» **DATA TO EXAMINE**
----

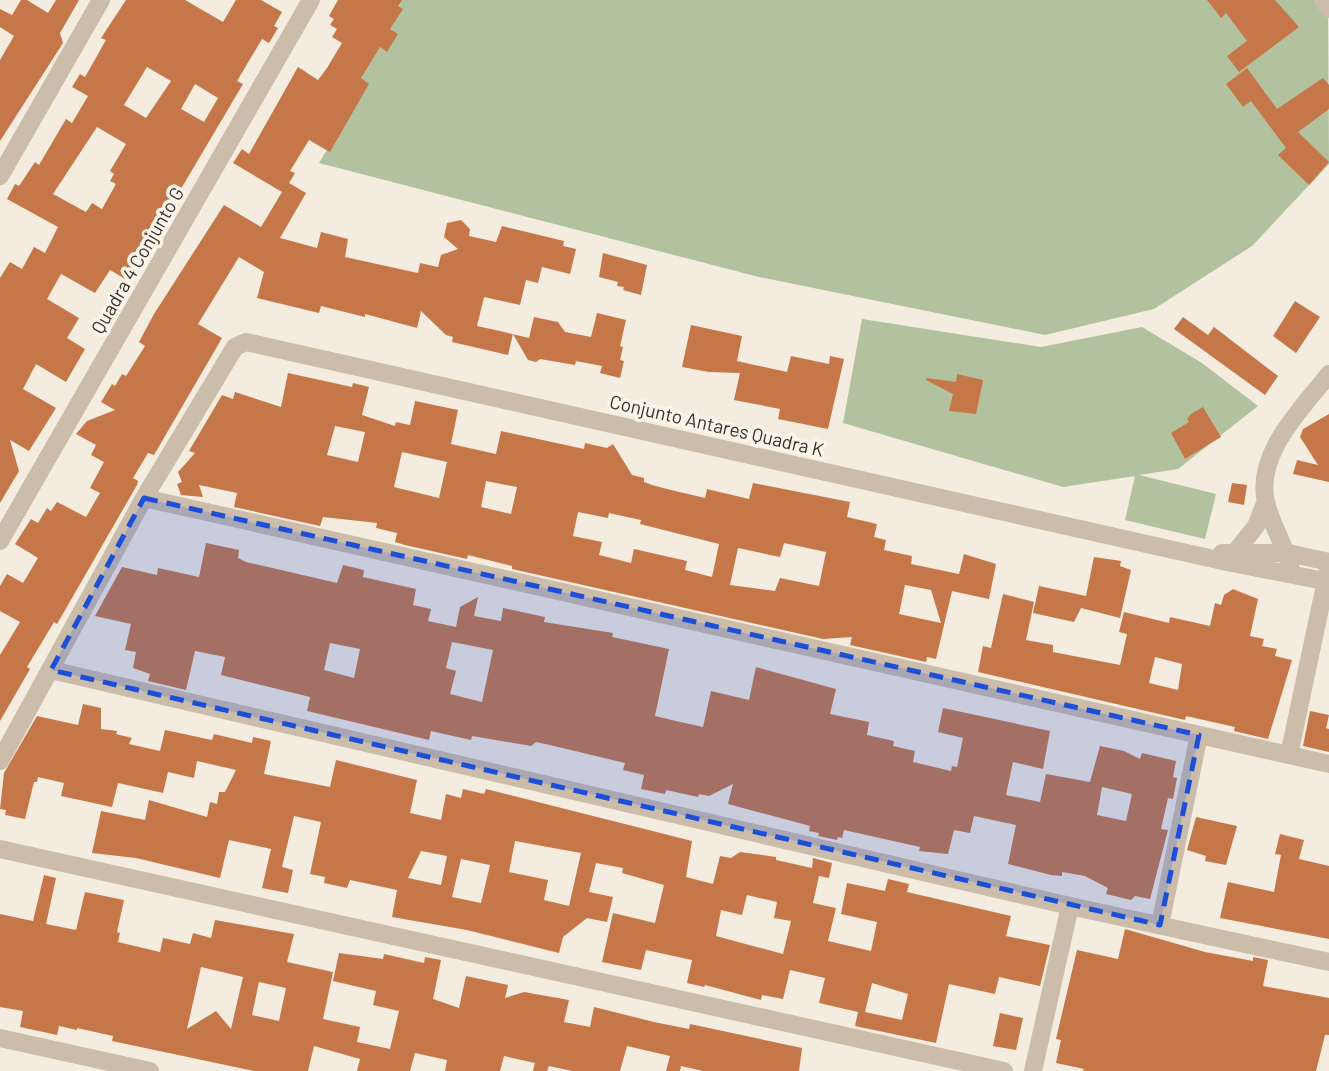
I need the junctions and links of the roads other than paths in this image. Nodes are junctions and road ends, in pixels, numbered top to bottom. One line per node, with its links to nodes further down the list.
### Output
1 (101, 0): 5 (street)
2 (311, 0): 9 (street, Quadra 4 Conjunto G)
3 (1326, 0): 4 (street)
4 (1329, 9)
5 (0, 176)
6 (1329, 374): 8 (street)
7 (145, 498): 11 (street, Conjunto Antares Quadra K); 14 (street); 15 (street)
8 (1266, 501): 10 (street); 11 (street)
9 (0, 541)
10 (1288, 552): 11 (street); 12 (street); 13 (street)
11 (1230, 558): 13 (street)
12 (1328, 573): 13 (street); 16 (street)
13 (1292, 574)
14 (51, 670): 17 (street); 20 (street)
15 (1199, 735): 16 (street); 21 (street)
16 (1289, 755): 18 (street)
17 (0, 761)
18 (1329, 764)
19 (0, 849): 24 (street)
20 (1070, 906): 21 (street); 27 (street)
21 (1160, 925): 22 (street)
22 (1329, 962)
23 (0, 1038): 25 (street)
24 (949, 1066): 26 (street)
25 (150, 1071)
26 (1004, 1071)
27 (1034, 1071)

----

» **EXERCISE DETAILS**
Each line of the listing above must be given again exactly; the pictures are to be left out.

» **TASK OUTPUT**
I need the junctions and links of the roads other than paths in this image. Nodes are junctions and road ends, in pixels, numbered top to bottom. One line per node, with its links to nodes further down the list.
### Output
1 (101, 0): 5 (street)
2 (311, 0): 9 (street, Quadra 4 Conjunto G)
3 (1326, 0): 4 (street)
4 (1329, 9)
5 (0, 176)
6 (1329, 374): 8 (street)
7 (145, 498): 11 (street, Conjunto Antares Quadra K); 14 (street); 15 (street)
8 (1266, 501): 10 (street); 11 (street)
9 (0, 541)
10 (1288, 552): 11 (street); 12 (street); 13 (street)
11 (1230, 558): 13 (street)
12 (1328, 573): 13 (street); 16 (street)
13 (1292, 574)
14 (51, 670): 17 (street); 20 (street)
15 (1199, 735): 16 (street); 21 (street)
16 (1289, 755): 18 (street)
17 (0, 761)
18 (1329, 764)
19 (0, 849): 24 (street)
20 (1070, 906): 21 (street); 27 (street)
21 (1160, 925): 22 (street)
22 (1329, 962)
23 (0, 1038): 25 (street)
24 (949, 1066): 26 (street)
25 (150, 1071)
26 (1004, 1071)
27 (1034, 1071)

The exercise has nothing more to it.